Instructions to follow
All the lines below should be set down exactly, with no picture carried into the copy.

○ ○ ○ ○

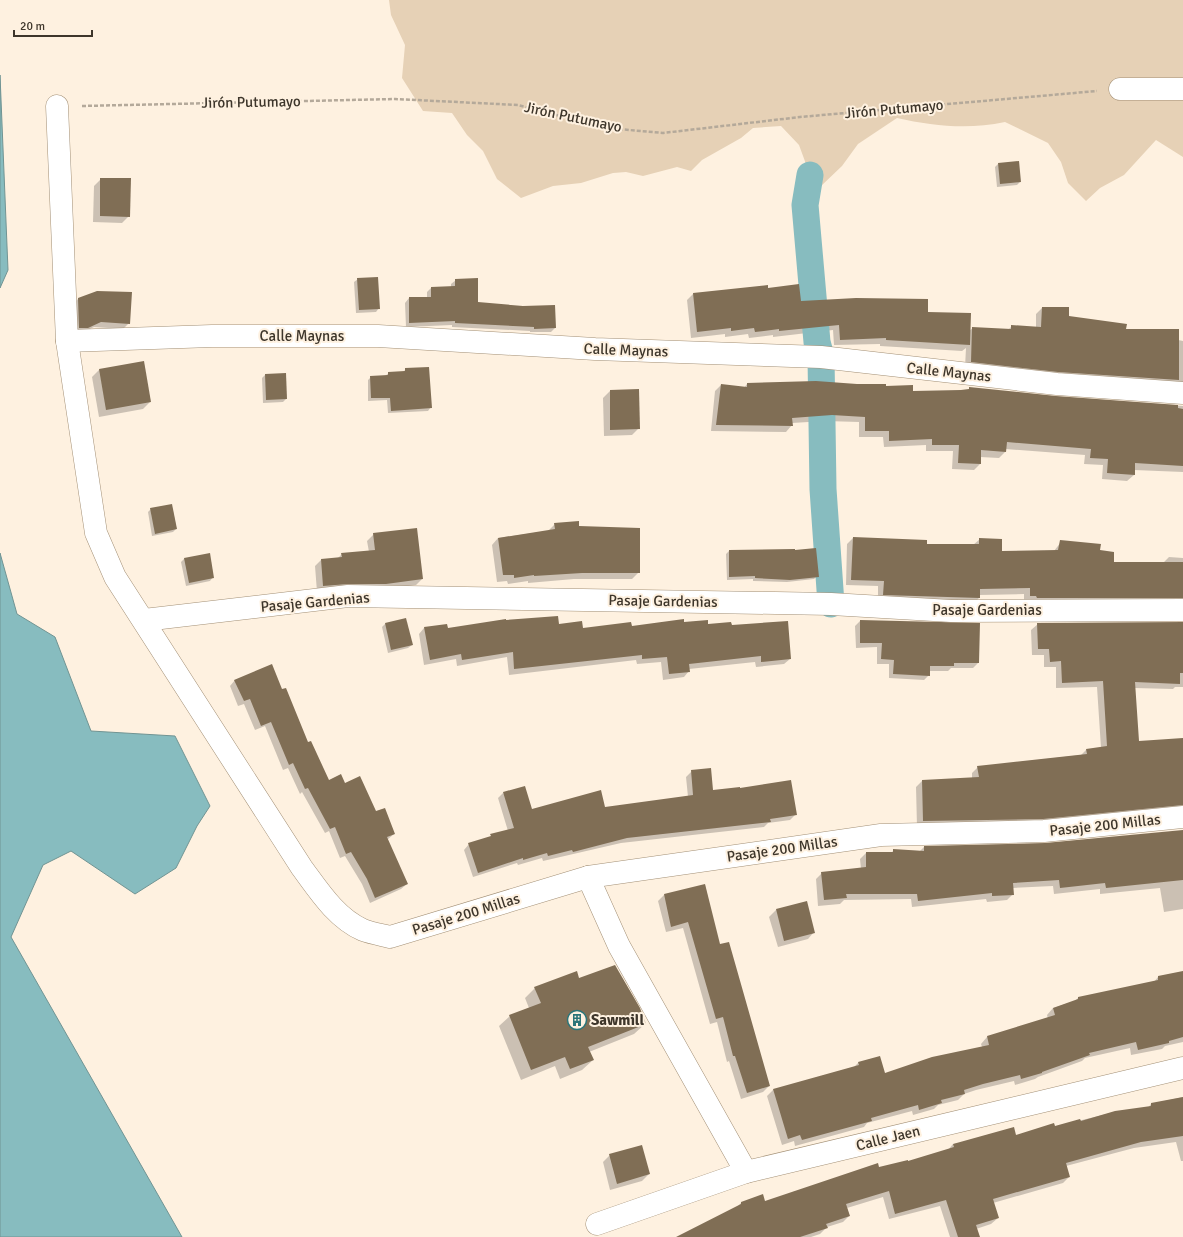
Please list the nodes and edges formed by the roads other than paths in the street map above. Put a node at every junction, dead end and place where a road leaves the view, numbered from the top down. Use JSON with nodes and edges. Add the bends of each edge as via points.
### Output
{"nodes":[{"id":1,"x":1120,"y":89,"type":"road end"},
{"id":2,"x":1183,"y":90,"type":"edge"},
{"id":3,"x":57,"y":106,"type":"road end"},
{"id":4,"x":67,"y":341,"type":"junction"},
{"id":5,"x":1183,"y":394,"type":"edge"},
{"id":6,"x":1183,"y":610,"type":"edge"},
{"id":7,"x":144,"y":620,"type":"junction"},
{"id":8,"x":1183,"y":817,"type":"edge"},
{"id":9,"x":588,"y":877,"type":"junction"},
{"id":10,"x":1183,"y":1068,"type":"edge"},
{"id":11,"x":746,"y":1172,"type":"junction"},
{"id":12,"x":597,"y":1224,"type":"dead end"}],
"edges":[{"from":1,"to":2,"type":"street"},
{"from":3,"to":4,"type":"street"},
{"from":4,"to":5,"type":"street","name":"Calle Maynas","via":[[212,336],[378,336],[595,349],[821,357],[1057,384]]},
{"from":4,"to":7,"type":"street","via":[[96,533],[115,577]]},
{"from":6,"to":7,"type":"street","name":"Pasaje Gardenias","via":[[951,611],[824,604],[348,596]]},
{"from":7,"to":9,"type":"street","name":"Pasaje 200 Millas","via":[[302,868],[328,903],[363,930],[390,937]]},
{"from":8,"to":9,"type":"street","name":"Pasaje 200 Millas","via":[[1044,831],[881,835]]},
{"from":9,"to":11,"type":"street","via":[[619,946]]},
{"from":10,"to":11,"type":"street","name":"Calle Jaen"},
{"from":11,"to":12,"type":"street","name":"Calle Jaen"}]}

○ ○ ○ ○

Reply to the task
Please list the nodes and edges formed by the roads other than paths in the street map above. Put a node at every junction, dead end and place where a road leaves the view, numbered from the top down. Use JSON with nodes and edges. Add the bends of each edge as via points.
### Output
{"nodes":[{"id":1,"x":1120,"y":89,"type":"road end"},
{"id":2,"x":1183,"y":90,"type":"edge"},
{"id":3,"x":57,"y":106,"type":"road end"},
{"id":4,"x":67,"y":341,"type":"junction"},
{"id":5,"x":1183,"y":394,"type":"edge"},
{"id":6,"x":1183,"y":610,"type":"edge"},
{"id":7,"x":144,"y":620,"type":"junction"},
{"id":8,"x":1183,"y":817,"type":"edge"},
{"id":9,"x":588,"y":877,"type":"junction"},
{"id":10,"x":1183,"y":1068,"type":"edge"},
{"id":11,"x":746,"y":1172,"type":"junction"},
{"id":12,"x":597,"y":1224,"type":"dead end"}],
"edges":[{"from":1,"to":2,"type":"street"},
{"from":3,"to":4,"type":"street"},
{"from":4,"to":5,"type":"street","name":"Calle Maynas","via":[[212,336],[378,336],[595,349],[821,357],[1057,384]]},
{"from":4,"to":7,"type":"street","via":[[96,533],[115,577]]},
{"from":6,"to":7,"type":"street","name":"Pasaje Gardenias","via":[[951,611],[824,604],[348,596]]},
{"from":7,"to":9,"type":"street","name":"Pasaje 200 Millas","via":[[302,868],[328,903],[363,930],[390,937]]},
{"from":8,"to":9,"type":"street","name":"Pasaje 200 Millas","via":[[1044,831],[881,835]]},
{"from":9,"to":11,"type":"street","via":[[619,946]]},
{"from":10,"to":11,"type":"street","name":"Calle Jaen"},
{"from":11,"to":12,"type":"street","name":"Calle Jaen"}]}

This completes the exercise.